(Task material begins)

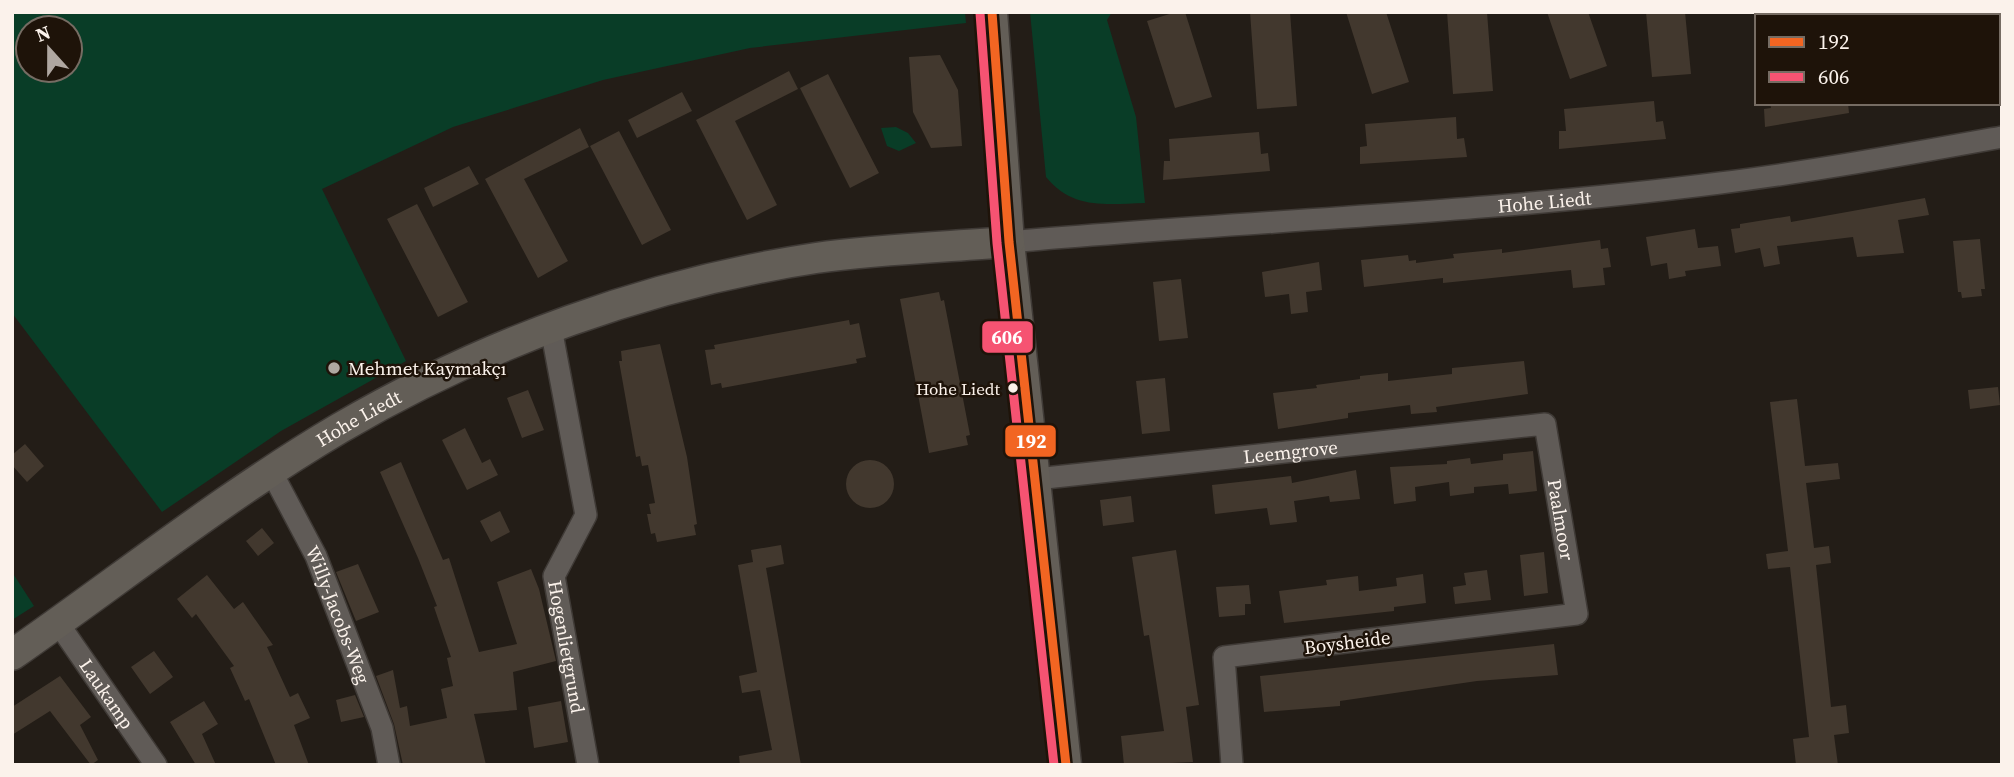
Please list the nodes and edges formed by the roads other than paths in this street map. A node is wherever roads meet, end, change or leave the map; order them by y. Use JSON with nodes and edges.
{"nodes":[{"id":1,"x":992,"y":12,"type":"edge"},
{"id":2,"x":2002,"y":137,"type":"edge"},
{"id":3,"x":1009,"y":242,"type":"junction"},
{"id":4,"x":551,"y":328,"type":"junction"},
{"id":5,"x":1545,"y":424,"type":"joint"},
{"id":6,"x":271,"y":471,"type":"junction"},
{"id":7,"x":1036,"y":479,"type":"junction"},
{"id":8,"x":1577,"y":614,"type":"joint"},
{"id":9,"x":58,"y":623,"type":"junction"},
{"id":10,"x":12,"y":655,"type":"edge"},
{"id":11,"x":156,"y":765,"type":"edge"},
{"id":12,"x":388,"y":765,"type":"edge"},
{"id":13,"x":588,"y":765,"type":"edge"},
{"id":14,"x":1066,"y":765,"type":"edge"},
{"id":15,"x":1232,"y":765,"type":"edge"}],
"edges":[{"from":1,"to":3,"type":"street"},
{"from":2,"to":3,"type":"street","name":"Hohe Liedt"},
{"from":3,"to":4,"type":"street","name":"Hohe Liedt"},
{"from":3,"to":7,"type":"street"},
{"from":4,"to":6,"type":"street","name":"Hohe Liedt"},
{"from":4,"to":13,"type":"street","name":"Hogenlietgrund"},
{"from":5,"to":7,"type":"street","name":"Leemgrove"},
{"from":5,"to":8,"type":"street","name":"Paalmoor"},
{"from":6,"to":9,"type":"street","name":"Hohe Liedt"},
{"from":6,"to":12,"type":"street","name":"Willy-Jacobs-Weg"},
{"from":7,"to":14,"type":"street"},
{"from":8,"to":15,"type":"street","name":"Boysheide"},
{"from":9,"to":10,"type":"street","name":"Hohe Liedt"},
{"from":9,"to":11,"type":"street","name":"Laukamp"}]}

(Task material ends)

■ **Task details**:
The records above must be printed exactly; the pictures stay out.

■ **Output for this exercise**:
Please list the nodes and edges formed by the roads other than paths in this street map. A node is wherever roads meet, end, change or leave the map; order them by y. Use JSON with nodes and edges.
{"nodes":[{"id":1,"x":992,"y":12,"type":"edge"},
{"id":2,"x":2002,"y":137,"type":"edge"},
{"id":3,"x":1009,"y":242,"type":"junction"},
{"id":4,"x":551,"y":328,"type":"junction"},
{"id":5,"x":1545,"y":424,"type":"joint"},
{"id":6,"x":271,"y":471,"type":"junction"},
{"id":7,"x":1036,"y":479,"type":"junction"},
{"id":8,"x":1577,"y":614,"type":"joint"},
{"id":9,"x":58,"y":623,"type":"junction"},
{"id":10,"x":12,"y":655,"type":"edge"},
{"id":11,"x":156,"y":765,"type":"edge"},
{"id":12,"x":388,"y":765,"type":"edge"},
{"id":13,"x":588,"y":765,"type":"edge"},
{"id":14,"x":1066,"y":765,"type":"edge"},
{"id":15,"x":1232,"y":765,"type":"edge"}],
"edges":[{"from":1,"to":3,"type":"street"},
{"from":2,"to":3,"type":"street","name":"Hohe Liedt"},
{"from":3,"to":4,"type":"street","name":"Hohe Liedt"},
{"from":3,"to":7,"type":"street"},
{"from":4,"to":6,"type":"street","name":"Hohe Liedt"},
{"from":4,"to":13,"type":"street","name":"Hogenlietgrund"},
{"from":5,"to":7,"type":"street","name":"Leemgrove"},
{"from":5,"to":8,"type":"street","name":"Paalmoor"},
{"from":6,"to":9,"type":"street","name":"Hohe Liedt"},
{"from":6,"to":12,"type":"street","name":"Willy-Jacobs-Weg"},
{"from":7,"to":14,"type":"street"},
{"from":8,"to":15,"type":"street","name":"Boysheide"},
{"from":9,"to":10,"type":"street","name":"Hohe Liedt"},
{"from":9,"to":11,"type":"street","name":"Laukamp"}]}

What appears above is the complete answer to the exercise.